Recorded data:
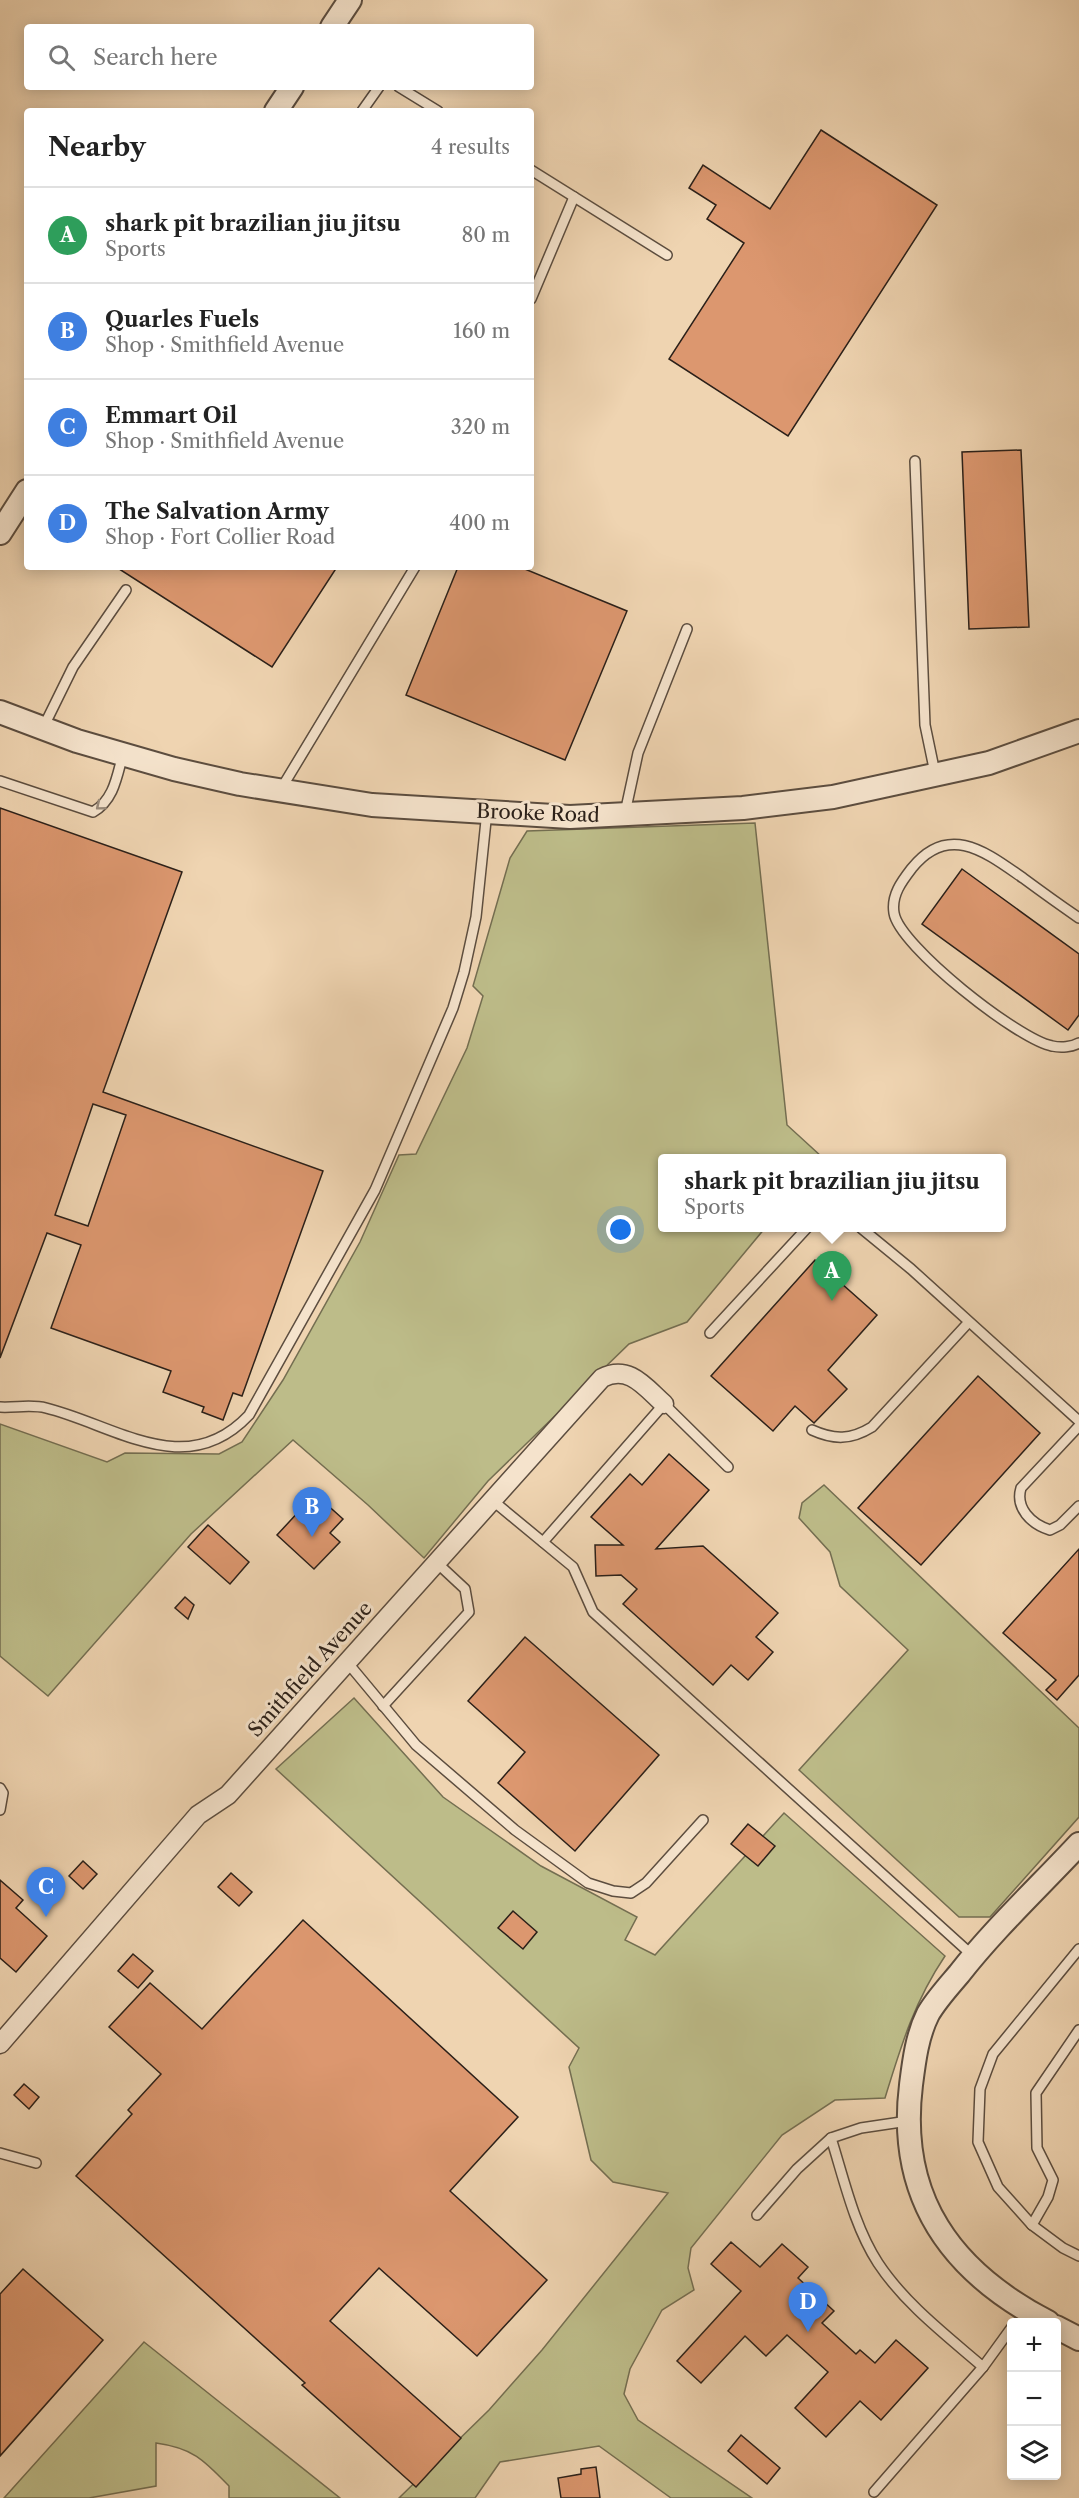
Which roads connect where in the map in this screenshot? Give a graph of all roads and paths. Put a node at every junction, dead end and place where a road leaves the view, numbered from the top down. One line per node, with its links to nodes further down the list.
1 (350, 0): 2 (street)
2 (334, 24)
3 (290, 90): 6 (street)
4 (377, 90): 7 (lane)
5 (404, 90): 8 (lane)
6 (278, 108)
7 (364, 108)
8 (433, 108)
9 (534, 172): 10 (lane)
10 (574, 197): 11 (lane); 12 (lane)
11 (667, 255)
12 (534, 292)
13 (915, 460): 23 (lane)
14 (24, 496): 15 (street)
15 (0, 533)
16 (413, 570): 25 (lane)
17 (126, 590): 20 (lane)
18 (687, 629): 27 (lane)
19 (0, 712): 20 (street, Brooke Road)
20 (43, 728): 22 (street, Brooke Road)
21 (1079, 731): 23 (street, Brooke Road)
22 (123, 754): 24 (lane, one-way to 24); 25 (street, Brooke Road)
23 (936, 776): 27 (street, Brooke Road)
24 (0, 781)
25 (281, 789): 26 (street, Brooke Road)
26 (487, 811): 27 (street, Brooke Road); 35 (lane)
27 (624, 815)
28 (1079, 918): 29 (lane)
29 (1079, 1043)
30 (802, 1232): 33 (lane)
31 (867, 1232): 32 (lane)
32 (968, 1323): 36 (lane); 37 (lane)
33 (710, 1333)
34 (664, 1404): 38 (lane); 39 (street, Smithfield Avenue); 41 (lane)
35 (0, 1407)
36 (1079, 1424): 40 (lane)
37 (812, 1430)
38 (728, 1467)
39 (492, 1500): 41 (lane); 42 (street, Smithfield Avenue)
40 (1079, 1506)
41 (543, 1542): 50 (lane)
42 (436, 1562): 43 (street, Smithfield Avenue); 44 (lane)
43 (346, 1662): 44 (lane); 52 (street, Smithfield Avenue)
44 (383, 1706): 47 (lane)
45 (0, 1788): 46 (lane)
46 (0, 1810)
47 (703, 1820)
48 (1079, 1844): 50 (street)
49 (1079, 1949): 58 (lane)
50 (973, 1956): 53 (street)
51 (1079, 2031): 58 (lane)
52 (0, 2044)
53 (908, 2121): 54 (lane); 60 (street)
54 (831, 2138): 57 (lane); 64 (lane)
55 (0, 2153): 56 (lane)
56 (36, 2163)
57 (757, 2215)
58 (1032, 2225): 59 (lane)
59 (1079, 2256)
60 (1015, 2318)
61 (1061, 2330): 63 (street)
62 (1007, 2334): 64 (lane)
63 (1079, 2339)
64 (983, 2367): 65 (lane)
65 (874, 2492)

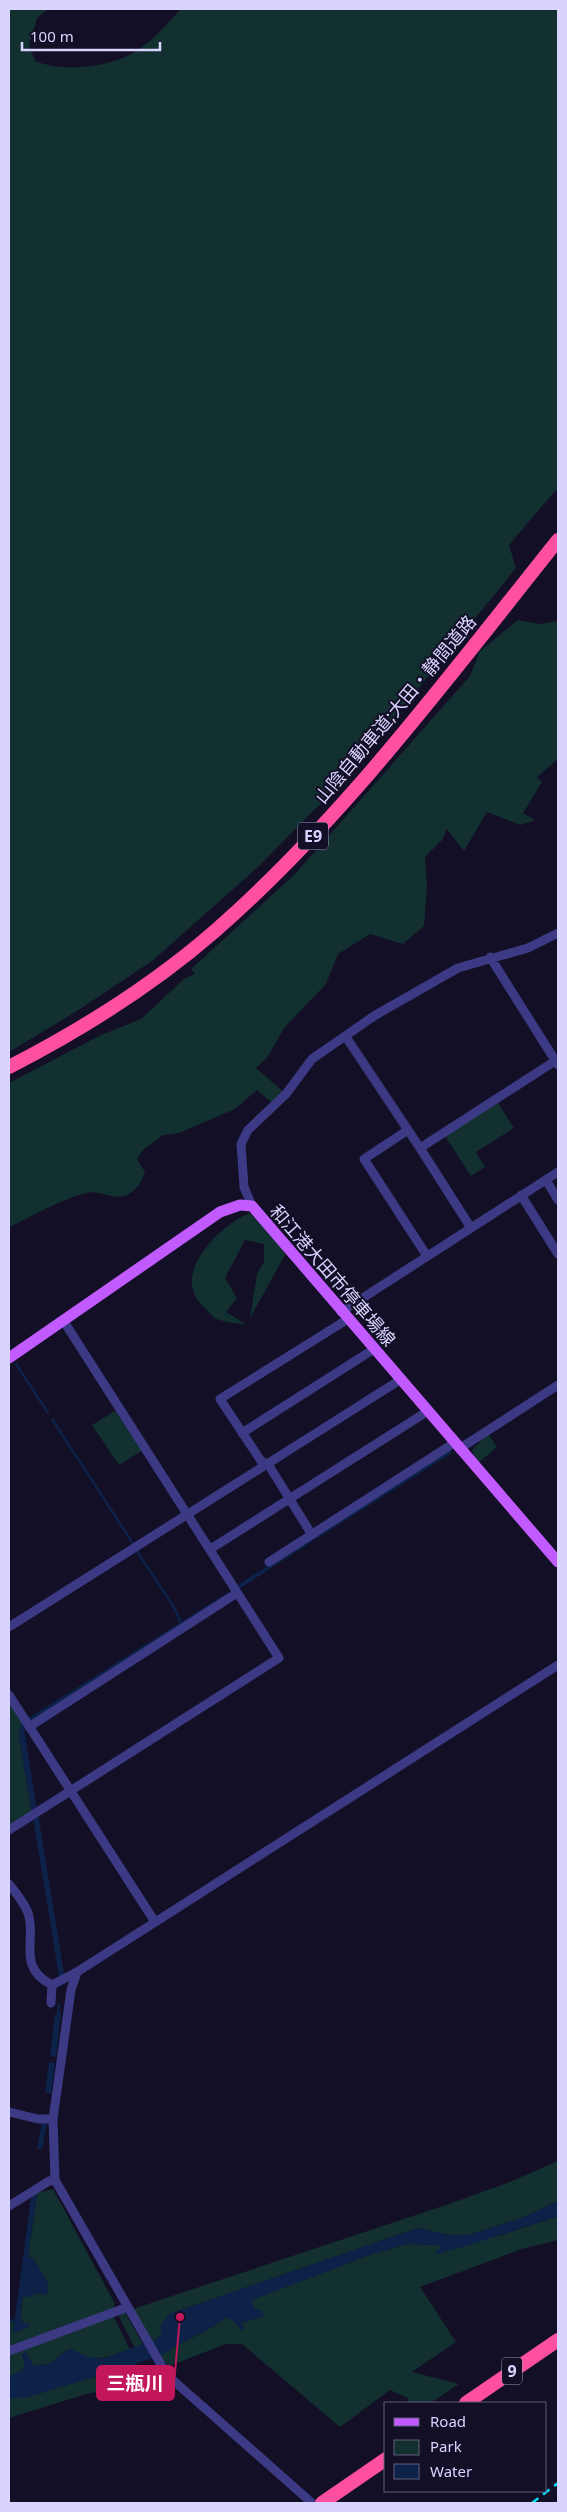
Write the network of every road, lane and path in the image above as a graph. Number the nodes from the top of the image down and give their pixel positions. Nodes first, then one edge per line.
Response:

:: Instructions to follow ::
Print the data word for word and omit the pictures.

:: Response area ::
Which roads connect where in the map in this screenshot? Give a graph of all roads and paths. Put a node at every junction, dead end and place where a road leaves the view, numbered from the top down. One line per node, with its links to nodes further down the list.
1 (350, 0): 2 (street)
2 (334, 24)
3 (290, 90): 6 (street)
4 (377, 90): 7 (lane)
5 (404, 90): 8 (lane)
6 (278, 108)
7 (364, 108)
8 (433, 108)
9 (534, 172): 10 (lane)
10 (574, 197): 11 (lane); 12 (lane)
11 (667, 255)
12 (534, 292)
13 (915, 460): 23 (lane)
14 (24, 496): 15 (street)
15 (0, 533)
16 (413, 570): 25 (lane)
17 (126, 590): 20 (lane)
18 (687, 629): 27 (lane)
19 (0, 712): 20 (street, Brooke Road)
20 (43, 728): 22 (street, Brooke Road)
21 (1079, 731): 23 (street, Brooke Road)
22 (123, 754): 24 (lane, one-way to 24); 25 (street, Brooke Road)
23 (936, 776): 27 (street, Brooke Road)
24 (0, 781)
25 (281, 789): 26 (street, Brooke Road)
26 (487, 811): 27 (street, Brooke Road); 35 (lane)
27 (624, 815)
28 (1079, 918): 29 (lane)
29 (1079, 1043)
30 (802, 1232): 33 (lane)
31 (867, 1232): 32 (lane)
32 (968, 1323): 36 (lane); 37 (lane)
33 (710, 1333)
34 (664, 1404): 38 (lane); 39 (street, Smithfield Avenue); 41 (lane)
35 (0, 1407)
36 (1079, 1424): 40 (lane)
37 (812, 1430)
38 (728, 1467)
39 (492, 1500): 41 (lane); 42 (street, Smithfield Avenue)
40 (1079, 1506)
41 (543, 1542): 50 (lane)
42 (436, 1562): 43 (street, Smithfield Avenue); 44 (lane)
43 (346, 1662): 44 (lane); 52 (street, Smithfield Avenue)
44 (383, 1706): 47 (lane)
45 (0, 1788): 46 (lane)
46 (0, 1810)
47 (703, 1820)
48 (1079, 1844): 50 (street)
49 (1079, 1949): 58 (lane)
50 (973, 1956): 53 (street)
51 (1079, 2031): 58 (lane)
52 (0, 2044)
53 (908, 2121): 54 (lane); 60 (street)
54 (831, 2138): 57 (lane); 64 (lane)
55 (0, 2153): 56 (lane)
56 (36, 2163)
57 (757, 2215)
58 (1032, 2225): 59 (lane)
59 (1079, 2256)
60 (1015, 2318)
61 (1061, 2330): 63 (street)
62 (1007, 2334): 64 (lane)
63 (1079, 2339)
64 (983, 2367): 65 (lane)
65 (874, 2492)

Write the network of every road, lane and path in the image above as a graph. Number the nodes from the top of the image down and give their pixel positions. Nodes first, then one edge per line.
Response:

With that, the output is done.